Hired as the paper's art director, he was also its best wordsmith, and he bitched constantly about the typos he carved from the paper with his X-acto blade. Crocus, like most everyone associated with Scene in the early '70s, soon nudged his own byline into print -- first with record reviews and interviews, then with a weekly gossip column. Originally called "The Phlorescent Crocus and Rickie," it was later renamed "Croc O' Bush" -- the "Bush" a reference to frizzy-haired co-author Mark Kmetzko.
A bulletin board of local music events -- but primarily a sounding board for Crocus' warped intellect -- the column became a centerpiece of each issue and a precursor to the long-running feature Makin' the Scene. Skimpy on actual news, it read mostly like a collection of bizarre non sequiturs scrawled during an acid trip.
"I want to tell you about my fake arms," went the opening line of his 1972 debut. "I want to bore you. These are the pictures of me kissing Auntie. Here, I'm selling a turnip. Here, I'm talking to Mr. Sun. Here, I . . ."
Never mind that it typically made no sense. In Crocus, Scene found its first true voice.
"The guy had a fixation on Sears-Roebuck catalogues, among many other strange fetishes," remembers John Gorman, then program director at WMMS. "I think he was an acquired taste."
Indeed he was: "Croc O' Bush" became a popular drink at the Viking Saloon, the Cleveland State bar where Crocus and his pals from the paper were morphing into minor celebrities.
By the summer of 1973, he craved the stage for himself. Thus was born the Great Bow-Wah Death Band, a revolving collective made up of Scene staffers. The inaugural show took place at the Viking on the paper's third anniversary. Crocus sang background vocals for a rendition of the Velvet Underground's "Sweet Jane," scatting the lyrics and contorting his face. Moments later, the mercurial Peanuts, a band publicist who served as Scene's "goodwill ambassador," came onstage and proceeded to sweep the entire band with a vacuum cleaner.
Okay, so you had to be there.
Offstage, Crocus increasingly became a pain in the ass -- a bitter recluse who lived in a one-room apartment with no phone. Fellow staffers could set their watches by the times he'd quit and storm out of the office, only to return a short time later. After constantly hounding Crocus to show up for work on time, Jim Girard eventually fired him. Twice.
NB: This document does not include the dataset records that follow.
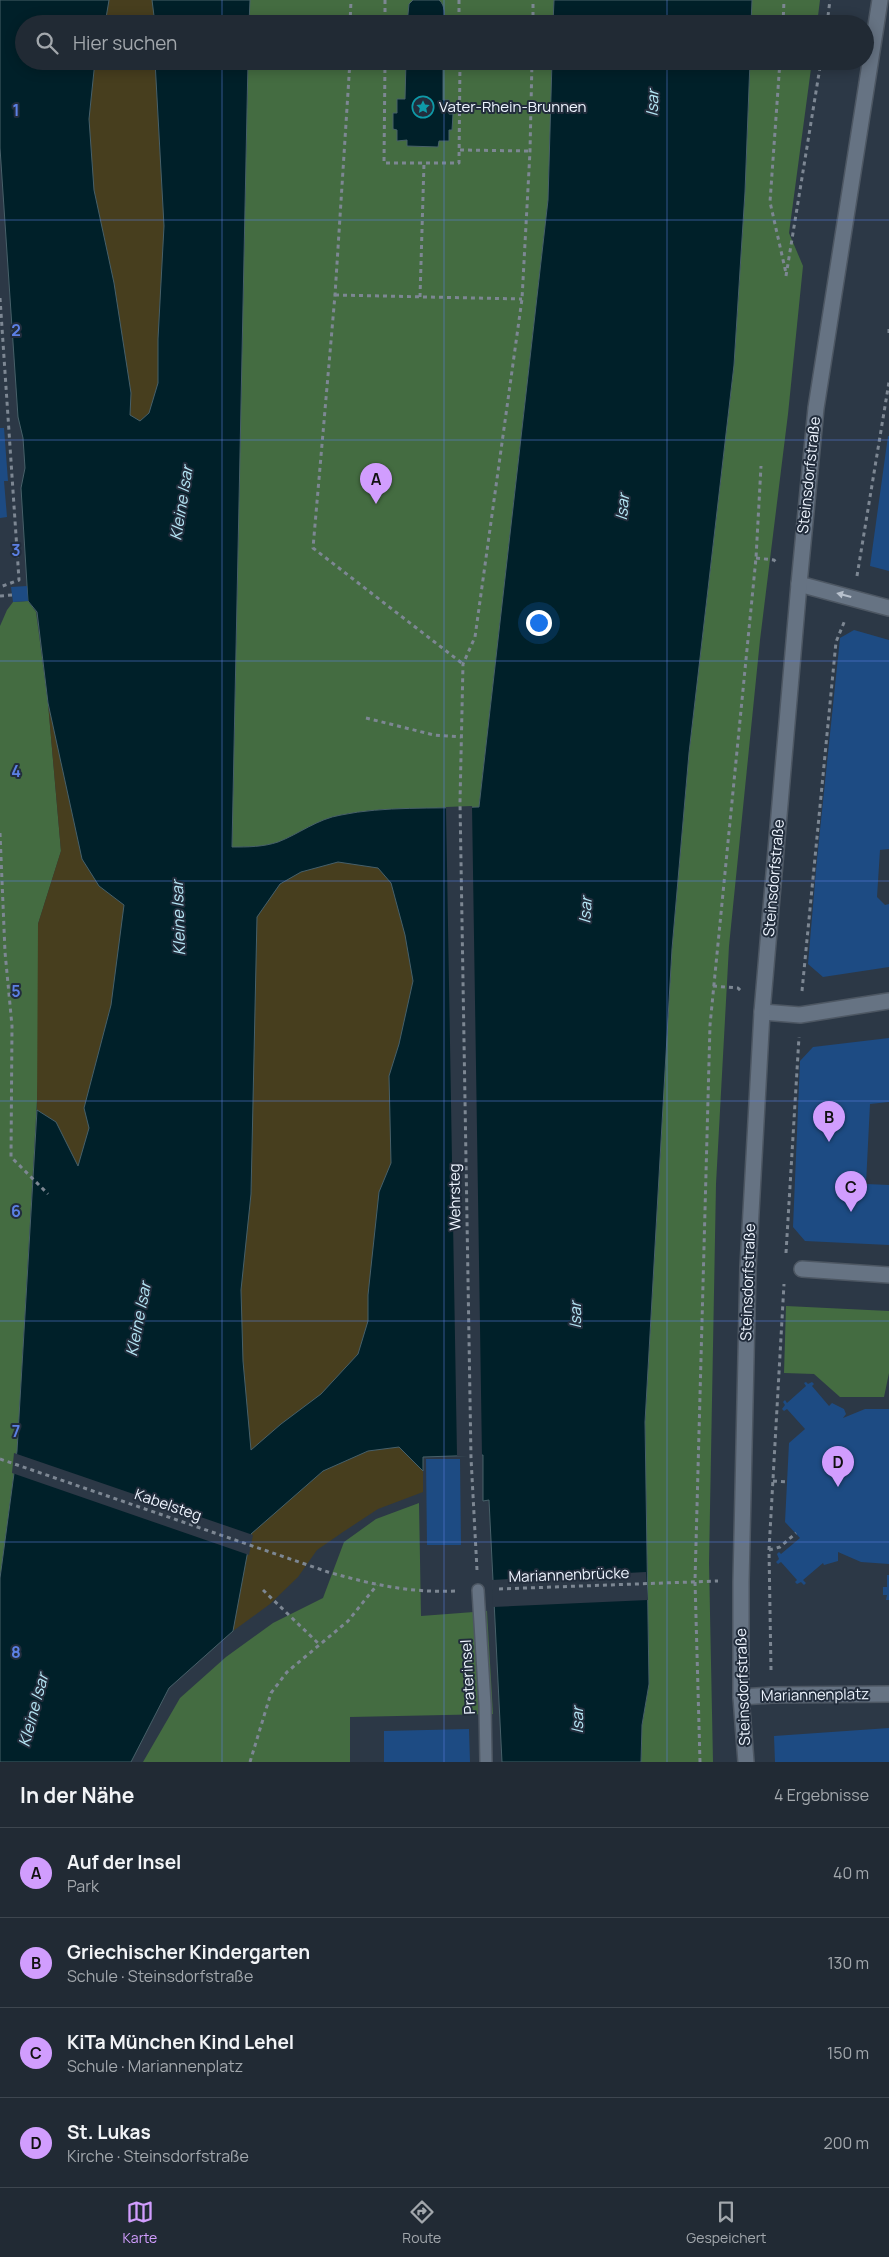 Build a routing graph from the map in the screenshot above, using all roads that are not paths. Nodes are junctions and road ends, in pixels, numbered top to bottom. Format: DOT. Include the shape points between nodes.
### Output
graph roads {
  1 [pos="880,0"];
  2 [pos="874,38"];
  3 [pos="869,70"];
  4 [pos="799,584"];
  5 [pos="889,608"];
  6 [pos="889,1001"];
  7 [pos="762,1012"];
  8 [pos="802,1270"];
  9 [pos="889,1274"];
  10 [pos="482,1590"];
  11 [pos="889,1694"];
  12 [pos="741,1697"];
  13 [pos="486,1762"];
  14 [pos="746,1762"];
  1 -- 2 [label="main road, Steinsdorfstraße"];
  3 -- 4 [label="main road, Steinsdorfstraße" via="816,408"];
  5 -- 4 [label="main road, one-way"];
  4 -- 7 [label="main road, Steinsdorfstraße"];
  6 -- 7 [label="main road" via="800,1015"];
  7 -- 12 [label="main road, Steinsdorfstraße" via="748,1267 740,1582"];
  8 -- 9 [label="main road"];
  10 -- 13 [label="lane, Praterinsel"];
  11 -- 12 [label="main road, Mariannenplatz"];
  12 -- 14 [label="main road, Steinsdorfstraße"];
}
"The final thing between he and I: I told him if he didn't get an alarm clock, then he couldn't work for me anymore. He said, Well, I'm not getting a clock,' and that was it. He said, Fuck it,' and he left."
Some time later, a partially eaten pizza was discovered in his desk drawer.
Crocus Behemoth eventually reverted to his given name -- David Thomas -- and co-founded Rocket From the Tombs, long hailed as one of the world's first punk bands. As some of its members went on to form the Dead Boys, Thomas created the absurdist art-punk outfit Pere Ubu, perhaps the most influential band ever to rise from Cleveland.